***** ENTRIES SUPPLIED *****

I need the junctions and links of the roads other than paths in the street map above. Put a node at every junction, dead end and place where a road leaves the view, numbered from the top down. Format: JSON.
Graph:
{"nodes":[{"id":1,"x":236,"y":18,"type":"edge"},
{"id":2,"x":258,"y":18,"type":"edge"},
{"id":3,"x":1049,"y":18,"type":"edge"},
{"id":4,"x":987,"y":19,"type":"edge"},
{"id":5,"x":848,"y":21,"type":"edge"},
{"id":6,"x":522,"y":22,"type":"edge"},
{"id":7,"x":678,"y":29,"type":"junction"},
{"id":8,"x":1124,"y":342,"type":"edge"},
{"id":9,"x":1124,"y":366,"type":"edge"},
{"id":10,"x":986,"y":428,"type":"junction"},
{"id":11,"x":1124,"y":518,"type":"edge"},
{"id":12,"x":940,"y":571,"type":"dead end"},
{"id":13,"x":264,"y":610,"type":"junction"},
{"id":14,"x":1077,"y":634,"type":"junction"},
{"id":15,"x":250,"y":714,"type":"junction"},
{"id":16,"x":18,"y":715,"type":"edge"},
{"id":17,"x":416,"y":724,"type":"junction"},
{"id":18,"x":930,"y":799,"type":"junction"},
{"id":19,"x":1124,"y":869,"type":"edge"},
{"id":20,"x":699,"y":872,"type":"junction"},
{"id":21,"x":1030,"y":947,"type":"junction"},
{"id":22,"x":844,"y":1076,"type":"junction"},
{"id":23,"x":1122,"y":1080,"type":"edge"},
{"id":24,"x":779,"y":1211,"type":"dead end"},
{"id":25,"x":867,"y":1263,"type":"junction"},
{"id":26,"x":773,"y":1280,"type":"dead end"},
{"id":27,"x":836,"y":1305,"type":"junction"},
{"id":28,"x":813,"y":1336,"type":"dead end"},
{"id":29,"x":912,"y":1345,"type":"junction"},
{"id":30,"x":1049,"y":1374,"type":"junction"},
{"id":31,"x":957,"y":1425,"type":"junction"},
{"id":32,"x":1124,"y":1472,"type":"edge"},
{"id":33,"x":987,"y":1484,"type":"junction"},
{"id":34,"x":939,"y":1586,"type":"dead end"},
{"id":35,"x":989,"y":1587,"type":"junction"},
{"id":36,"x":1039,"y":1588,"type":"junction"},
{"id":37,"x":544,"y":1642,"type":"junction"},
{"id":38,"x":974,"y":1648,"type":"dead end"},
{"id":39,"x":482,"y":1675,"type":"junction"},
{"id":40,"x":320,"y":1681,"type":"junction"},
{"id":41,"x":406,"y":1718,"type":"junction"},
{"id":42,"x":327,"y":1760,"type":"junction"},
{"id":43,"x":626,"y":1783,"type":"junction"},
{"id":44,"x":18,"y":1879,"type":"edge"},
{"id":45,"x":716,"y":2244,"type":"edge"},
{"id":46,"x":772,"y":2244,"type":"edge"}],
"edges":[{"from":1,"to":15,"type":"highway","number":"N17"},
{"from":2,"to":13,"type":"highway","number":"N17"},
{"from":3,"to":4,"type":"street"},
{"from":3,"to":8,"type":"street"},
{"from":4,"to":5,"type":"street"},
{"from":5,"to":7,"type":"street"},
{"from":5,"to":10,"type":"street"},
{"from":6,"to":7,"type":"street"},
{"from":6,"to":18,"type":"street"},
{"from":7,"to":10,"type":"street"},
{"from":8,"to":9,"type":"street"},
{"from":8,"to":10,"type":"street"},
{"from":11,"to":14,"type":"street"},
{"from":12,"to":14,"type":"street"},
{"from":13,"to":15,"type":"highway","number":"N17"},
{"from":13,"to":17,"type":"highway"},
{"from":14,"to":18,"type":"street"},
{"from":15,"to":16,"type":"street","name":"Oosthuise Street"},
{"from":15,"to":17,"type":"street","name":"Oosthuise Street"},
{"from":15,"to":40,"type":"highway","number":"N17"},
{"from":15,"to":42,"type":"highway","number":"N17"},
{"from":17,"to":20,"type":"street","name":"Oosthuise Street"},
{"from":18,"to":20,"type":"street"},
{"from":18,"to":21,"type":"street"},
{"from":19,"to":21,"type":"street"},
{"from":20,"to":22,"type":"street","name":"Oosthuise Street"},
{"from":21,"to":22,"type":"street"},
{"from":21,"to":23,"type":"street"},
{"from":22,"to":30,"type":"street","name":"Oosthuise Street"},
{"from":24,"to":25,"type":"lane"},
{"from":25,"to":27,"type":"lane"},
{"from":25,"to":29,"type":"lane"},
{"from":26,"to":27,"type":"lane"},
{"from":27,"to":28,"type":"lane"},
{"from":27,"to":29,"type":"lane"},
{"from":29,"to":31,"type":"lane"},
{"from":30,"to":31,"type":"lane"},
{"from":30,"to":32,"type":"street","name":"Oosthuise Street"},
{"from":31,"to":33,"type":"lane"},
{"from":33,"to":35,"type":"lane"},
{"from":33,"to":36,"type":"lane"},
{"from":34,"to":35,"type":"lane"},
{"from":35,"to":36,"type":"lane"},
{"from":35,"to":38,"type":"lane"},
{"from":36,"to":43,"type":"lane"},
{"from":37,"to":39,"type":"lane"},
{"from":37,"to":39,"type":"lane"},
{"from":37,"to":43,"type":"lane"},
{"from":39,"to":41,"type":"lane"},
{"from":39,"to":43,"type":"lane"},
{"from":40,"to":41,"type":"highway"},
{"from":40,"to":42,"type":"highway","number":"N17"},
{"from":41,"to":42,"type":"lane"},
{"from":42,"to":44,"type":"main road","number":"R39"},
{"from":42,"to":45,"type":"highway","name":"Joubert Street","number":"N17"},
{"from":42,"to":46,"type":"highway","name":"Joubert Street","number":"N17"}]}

*****

**ACTION ITEM**
Take every line above carrying "Joubert" and return it.

**SOLUTION TO THIS TASK**
{"from":42,"to":45,"type":"highway","name":"Joubert Street","number":"N17"},
{"from":42,"to":46,"type":"highway","name":"Joubert Street","number":"N17"}]}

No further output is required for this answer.